Each entry should be transcribed exactly as written, and any picture left out.

══ Data in this exercise

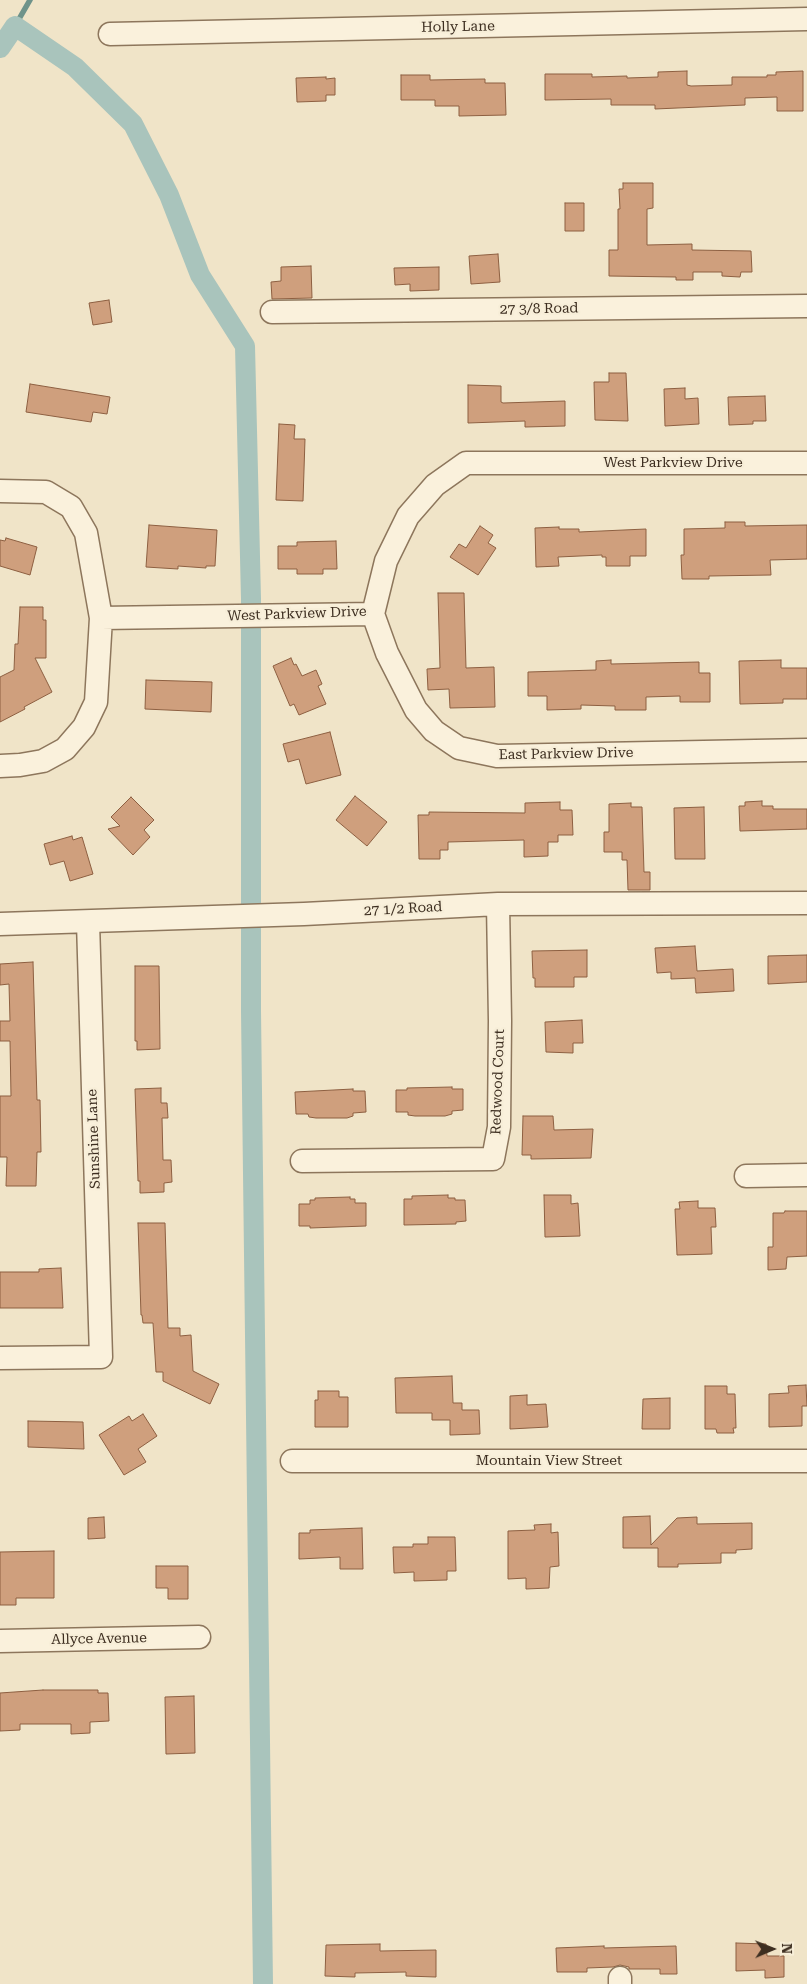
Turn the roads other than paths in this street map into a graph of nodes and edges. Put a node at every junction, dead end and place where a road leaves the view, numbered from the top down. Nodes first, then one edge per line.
1 (807, 19) edge
2 (110, 34) dead end
3 (807, 306) edge
4 (272, 312) dead end
5 (807, 463) edge
6 (0, 491) edge
7 (372, 614) junction
8 (101, 618) junction
9 (807, 750) edge
10 (0, 766) edge
11 (807, 903) edge
12 (498, 904) junction
13 (88, 922) junction
14 (0, 924) edge
15 (302, 1161) dead end
16 (807, 1175) edge
17 (746, 1176) dead end
18 (0, 1358) edge
19 (292, 1461) dead end
20 (807, 1462) edge
21 (199, 1637) dead end
22 (0, 1640) edge

1 - 2 street, Holly Lane
3 - 4 street, 27 3/8 Road
5 - 7 street, West Parkview Drive
6 - 8 street
7 - 8 street, West Parkview Drive
7 - 9 street, East Parkview Drive
8 - 10 street
11 - 12 street, 27 1/2 Road
12 - 13 street, 27 1/2 Road
12 - 15 street, Redwood Court
13 - 14 street, 27 1/2 Road
13 - 18 street, Sunshine Lane
16 - 17 street
19 - 20 street, Mountain View Street
21 - 22 street, Allyce Avenue

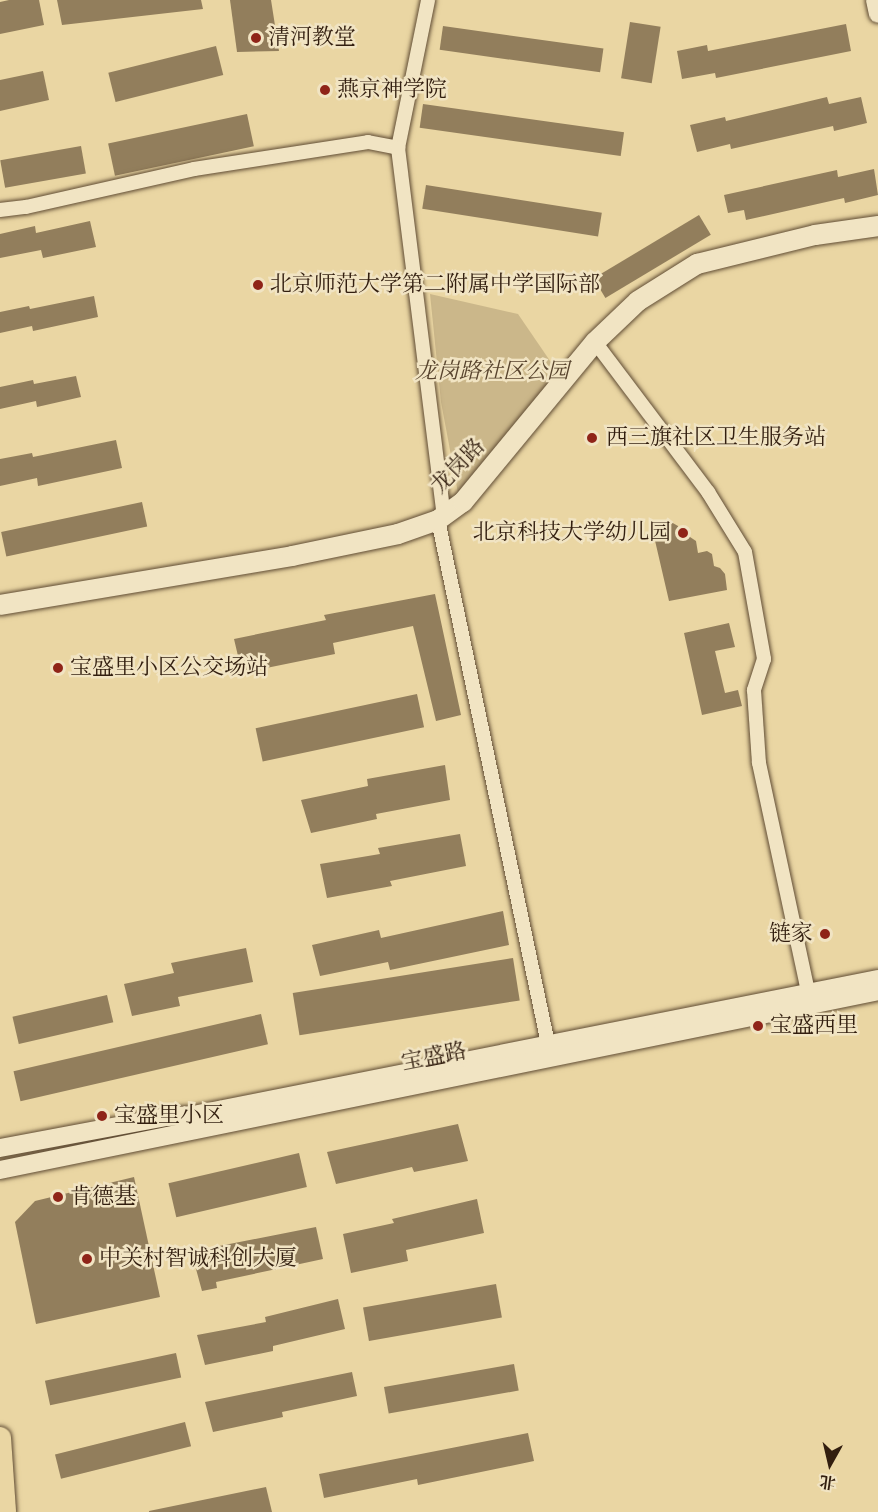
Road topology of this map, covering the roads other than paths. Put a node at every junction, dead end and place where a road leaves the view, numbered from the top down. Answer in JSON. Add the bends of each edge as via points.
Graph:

════

## [Problem solution]
Turn the roads other than paths in this street map into a graph of nodes and edges. Put a node at every junction, dead end and place where a road leaves the view, numbered from the top down. Nodes first, then one edge per line.
1 (807, 19) edge
2 (110, 34) dead end
3 (807, 306) edge
4 (272, 312) dead end
5 (807, 463) edge
6 (0, 491) edge
7 (372, 614) junction
8 (101, 618) junction
9 (807, 750) edge
10 (0, 766) edge
11 (807, 903) edge
12 (498, 904) junction
13 (88, 922) junction
14 (0, 924) edge
15 (302, 1161) dead end
16 (807, 1175) edge
17 (746, 1176) dead end
18 (0, 1358) edge
19 (292, 1461) dead end
20 (807, 1462) edge
21 (199, 1637) dead end
22 (0, 1640) edge

1 - 2 street, Holly Lane
3 - 4 street, 27 3/8 Road
5 - 7 street, West Parkview Drive
6 - 8 street
7 - 8 street, West Parkview Drive
7 - 9 street, East Parkview Drive
8 - 10 street
11 - 12 street, 27 1/2 Road
12 - 13 street, 27 1/2 Road
12 - 15 street, Redwood Court
13 - 14 street, 27 1/2 Road
13 - 18 street, Sunshine Lane
16 - 17 street
19 - 20 street, Mountain View Street
21 - 22 street, Allyce Avenue

Road topology of this map, covering the roads other than paths. Put a node at every junction, dead end and place where a road leaves the view, numbered from the top down. Answer in JSON. Add the bends of each edge as via points.
Graph:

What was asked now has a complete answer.